Rencontres fortuites 
 
          Vous ai-je-tu dit que j'avais rencontré une douzaine d'orphelins lors d'un interminable Droit de parole à Télé-Québec il doit bien y avoir un an et demi maintenant? Il y avait sur le plateau Daniel Jacoby, à l'époque Protecteur du citoyen, qui y allait de grandes déclarations à fendre l'âme sur les dommages qu'un gouvernement particulièrement sans coeur avait infligés à des enfants, pour une simple question de transferts de fonds fédéraux. Bouh! Que Duplessis était donc méchant de laisser faire une chose pareille. 
  
          J'étais d'accord sur un ou deux points.

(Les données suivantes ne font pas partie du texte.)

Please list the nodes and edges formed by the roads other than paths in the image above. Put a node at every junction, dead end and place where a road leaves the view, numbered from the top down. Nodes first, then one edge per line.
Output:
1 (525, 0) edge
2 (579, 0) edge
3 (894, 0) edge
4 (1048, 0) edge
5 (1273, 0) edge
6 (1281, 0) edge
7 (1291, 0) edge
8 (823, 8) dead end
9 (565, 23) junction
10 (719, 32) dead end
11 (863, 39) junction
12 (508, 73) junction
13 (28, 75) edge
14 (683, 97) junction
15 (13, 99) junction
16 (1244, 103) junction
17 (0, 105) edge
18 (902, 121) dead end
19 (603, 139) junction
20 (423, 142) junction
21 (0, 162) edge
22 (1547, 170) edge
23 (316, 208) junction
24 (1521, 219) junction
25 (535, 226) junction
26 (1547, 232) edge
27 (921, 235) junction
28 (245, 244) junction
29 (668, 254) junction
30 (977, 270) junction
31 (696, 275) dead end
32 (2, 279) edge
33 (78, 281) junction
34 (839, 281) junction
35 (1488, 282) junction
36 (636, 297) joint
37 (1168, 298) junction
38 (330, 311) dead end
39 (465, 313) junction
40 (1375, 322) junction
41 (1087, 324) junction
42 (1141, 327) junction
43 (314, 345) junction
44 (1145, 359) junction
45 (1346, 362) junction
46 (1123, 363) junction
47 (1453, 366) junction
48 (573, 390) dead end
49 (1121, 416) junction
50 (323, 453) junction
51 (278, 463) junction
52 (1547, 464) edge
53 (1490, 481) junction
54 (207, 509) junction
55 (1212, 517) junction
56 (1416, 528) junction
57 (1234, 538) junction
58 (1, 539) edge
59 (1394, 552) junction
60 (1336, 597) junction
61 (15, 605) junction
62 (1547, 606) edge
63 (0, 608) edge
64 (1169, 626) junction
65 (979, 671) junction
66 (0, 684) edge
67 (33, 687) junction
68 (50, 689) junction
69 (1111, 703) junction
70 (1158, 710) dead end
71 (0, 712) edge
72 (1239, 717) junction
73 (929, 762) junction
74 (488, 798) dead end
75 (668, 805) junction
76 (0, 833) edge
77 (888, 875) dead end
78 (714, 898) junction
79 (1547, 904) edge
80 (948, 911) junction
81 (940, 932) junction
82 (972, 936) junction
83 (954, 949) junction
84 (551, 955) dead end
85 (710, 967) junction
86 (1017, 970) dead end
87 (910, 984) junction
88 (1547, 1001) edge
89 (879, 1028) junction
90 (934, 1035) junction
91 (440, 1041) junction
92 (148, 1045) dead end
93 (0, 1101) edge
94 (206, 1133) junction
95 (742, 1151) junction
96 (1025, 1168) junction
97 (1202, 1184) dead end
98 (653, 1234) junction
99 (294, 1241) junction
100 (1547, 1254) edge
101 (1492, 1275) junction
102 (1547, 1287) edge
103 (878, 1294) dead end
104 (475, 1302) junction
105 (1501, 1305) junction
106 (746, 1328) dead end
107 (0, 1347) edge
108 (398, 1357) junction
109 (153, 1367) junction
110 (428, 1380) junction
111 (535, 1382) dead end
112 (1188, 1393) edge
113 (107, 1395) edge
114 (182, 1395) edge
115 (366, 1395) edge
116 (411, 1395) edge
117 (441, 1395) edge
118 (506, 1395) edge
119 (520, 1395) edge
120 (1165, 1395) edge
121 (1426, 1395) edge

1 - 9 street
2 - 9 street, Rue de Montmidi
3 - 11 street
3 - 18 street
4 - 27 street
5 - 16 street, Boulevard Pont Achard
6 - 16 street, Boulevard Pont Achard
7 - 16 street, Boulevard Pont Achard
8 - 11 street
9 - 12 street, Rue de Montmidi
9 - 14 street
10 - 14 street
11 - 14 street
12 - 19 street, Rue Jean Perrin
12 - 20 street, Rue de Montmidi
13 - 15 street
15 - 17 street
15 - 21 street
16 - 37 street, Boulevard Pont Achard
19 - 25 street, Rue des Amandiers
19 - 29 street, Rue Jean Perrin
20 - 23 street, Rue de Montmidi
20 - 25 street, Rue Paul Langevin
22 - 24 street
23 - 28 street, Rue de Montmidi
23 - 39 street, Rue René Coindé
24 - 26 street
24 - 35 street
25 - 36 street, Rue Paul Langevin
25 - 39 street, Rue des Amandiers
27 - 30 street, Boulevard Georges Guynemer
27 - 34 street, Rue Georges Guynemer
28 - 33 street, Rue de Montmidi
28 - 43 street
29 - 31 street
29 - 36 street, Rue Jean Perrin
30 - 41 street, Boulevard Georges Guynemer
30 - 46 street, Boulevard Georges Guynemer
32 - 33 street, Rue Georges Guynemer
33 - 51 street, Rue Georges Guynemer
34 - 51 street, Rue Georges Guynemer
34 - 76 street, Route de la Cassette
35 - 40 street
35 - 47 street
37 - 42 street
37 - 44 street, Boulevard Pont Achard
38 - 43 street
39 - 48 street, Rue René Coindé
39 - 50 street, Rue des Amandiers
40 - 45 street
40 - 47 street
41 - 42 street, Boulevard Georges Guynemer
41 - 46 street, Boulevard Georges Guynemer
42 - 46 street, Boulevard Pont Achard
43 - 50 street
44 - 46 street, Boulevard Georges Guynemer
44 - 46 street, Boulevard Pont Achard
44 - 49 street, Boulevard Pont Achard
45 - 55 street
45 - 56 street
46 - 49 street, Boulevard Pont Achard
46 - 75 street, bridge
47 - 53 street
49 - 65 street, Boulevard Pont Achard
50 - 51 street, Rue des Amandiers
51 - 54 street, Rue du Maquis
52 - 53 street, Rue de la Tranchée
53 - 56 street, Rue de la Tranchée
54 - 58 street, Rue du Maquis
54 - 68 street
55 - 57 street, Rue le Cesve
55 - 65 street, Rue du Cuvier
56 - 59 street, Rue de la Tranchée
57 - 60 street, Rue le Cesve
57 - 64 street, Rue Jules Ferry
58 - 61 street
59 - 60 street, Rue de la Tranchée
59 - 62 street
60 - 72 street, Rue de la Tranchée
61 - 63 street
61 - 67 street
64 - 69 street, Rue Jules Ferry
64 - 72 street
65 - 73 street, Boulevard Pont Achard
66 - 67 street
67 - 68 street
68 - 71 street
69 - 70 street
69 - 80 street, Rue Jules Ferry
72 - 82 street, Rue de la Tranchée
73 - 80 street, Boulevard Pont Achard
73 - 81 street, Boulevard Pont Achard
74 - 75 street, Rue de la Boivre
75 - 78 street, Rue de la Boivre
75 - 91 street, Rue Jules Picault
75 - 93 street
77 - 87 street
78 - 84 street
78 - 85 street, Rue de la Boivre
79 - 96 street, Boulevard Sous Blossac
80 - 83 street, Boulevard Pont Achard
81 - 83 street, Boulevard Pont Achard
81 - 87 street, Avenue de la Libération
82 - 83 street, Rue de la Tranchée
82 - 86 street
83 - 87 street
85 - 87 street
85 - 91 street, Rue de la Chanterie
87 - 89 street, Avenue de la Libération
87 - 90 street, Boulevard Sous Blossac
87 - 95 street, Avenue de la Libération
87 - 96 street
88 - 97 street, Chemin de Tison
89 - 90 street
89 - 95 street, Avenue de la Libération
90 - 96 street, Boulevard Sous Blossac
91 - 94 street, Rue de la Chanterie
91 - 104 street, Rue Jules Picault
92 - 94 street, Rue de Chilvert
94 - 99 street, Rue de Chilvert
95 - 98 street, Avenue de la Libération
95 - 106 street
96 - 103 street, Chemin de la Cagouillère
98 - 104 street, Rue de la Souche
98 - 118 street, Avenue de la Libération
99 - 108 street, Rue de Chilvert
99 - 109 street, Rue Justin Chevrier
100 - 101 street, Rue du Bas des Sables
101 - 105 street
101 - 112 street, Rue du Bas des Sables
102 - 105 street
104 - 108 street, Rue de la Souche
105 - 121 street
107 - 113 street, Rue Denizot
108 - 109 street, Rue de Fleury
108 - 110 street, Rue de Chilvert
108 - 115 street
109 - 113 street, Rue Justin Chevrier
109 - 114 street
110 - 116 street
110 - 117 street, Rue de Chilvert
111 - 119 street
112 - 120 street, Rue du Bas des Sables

Bien sûr que ça n'a pas de bons sens de faire passer des enfants illégitimes pour simples d'esprit et de leur faire subir toutes sortes de mauvais traitements. Des centaines de gens ont eu une vie gâchée, et c'est évidemment tragique. D'accord pour la sympathie. 
  
     « On pourrait discuter sans fin du mérite de la cause des orphelins de Duplessis. Mais il me semble que les responsables sont les gouvernements et ordres religieux de l'époque, pas les payeurs de taxes d'aujourd'hui. »
 
          Mais de là à leur donner plein de sous? Euh… Non, pas vraiment. D'abord, parce que je ne crois pas aux paiements forfaitaires. Ce que ces gens ont besoin, c'est de l'aide et un peu de chaleur humaine, pas du fric. Ensuite, que fait-on des vrais malades mentaux de l'époque – il n'y a pas de raison de penser qu'ils ont été mieux traités que les orphelins de Duplessis. Qu'est-ce qu'ils deviennent, ces gens-là? 
  
          Et puis enfin, vous savez ce que certaines des orphelines m'ont dit après l'émission? Que ce qu'elles voulaient le plus, au fond, ce n'était même pas de l'argent, mais plutôt que les communautés religieuses s'excusent publiquement. 
  
          On pourrait discuter sans fin du mérite de la cause des orphelins de Duplessis. Mais il me semble que les responsables sont les gouvernements et ordres religieux de l'époque, pas les payeurs de taxes d'aujourd'hui. Dans un système où le gouvernement n'occupe qu'une toute petite place, il y a toujours moyen de poursuivre celui/celle/ceux qui nous ont causé du tort sans pour cela punir des contribuables innocents. 
  
          Mais dans notre système hyper-étatisé où Super-Bernie s'occupe de tout, il n'y pratiquement aucune limite aux indemnités payées à n'importe qui pour n'importe quoi. 
  
Les orphelins de Landry 
 
          Comme par exemple l'histoire de fous rapportée dans La Presse du 20 mai. Imaginez-vous donc qu'un avocat nommé Jean Brochu, gambler notoire, tente d'obtenir la permission d'intenter un recours collectif contre Loto-Québec au nom des joueurs pathologiques – c'est-à-dire quelque part entre 25 000 et 50 000 personnes qui seraient médicalement diagnostiquées (uh?) comme joueurs pathologiques. 
  
          C'est que voyez-vous, pendant les six ans que ça lui a pris à perdre jusqu'à sa dernière chemise, jamais le gouvernement ne l'a informé des dangers du jeu compulsif. Selon Jean-Paul Michaud, l'un des deux avocats de Brochu, « Si les gens avaient été informés du danger du jeu compulsif, ils pourraient aujourd'hui dire qu'ils agissaient en connaissance de cause. Mais ce n'était pas le cas. Aujourd'hui, on veut que l'État prenne ses responsabilités face à la situation qu'il a créé. » 
  
          Ben oui, hein. C'est pour ça qu'il faut intenter un recours collectif pour que tous les autres tatas qui ne savaient pas que le jeu compulsif pouvait leur faire perdre toutes leurs billes puissent recouvrer les dépenses encourues pour soigner [sic] leur maladie [re-sic]. « En tenant compte des frais médicaux et thérapeutiques ainsi que des honoraires professionnels pour conserver leur emploi que les joueurs pathologiques ont dû assumer, les montants réclamés pourraient atteindre 5000 $ par personne, » disait l'article. 
  
          L'État doit prendre ses responsabilités, dit-on. Mais l'État, quand vient le temps de payer la facture, c'est qui au juste?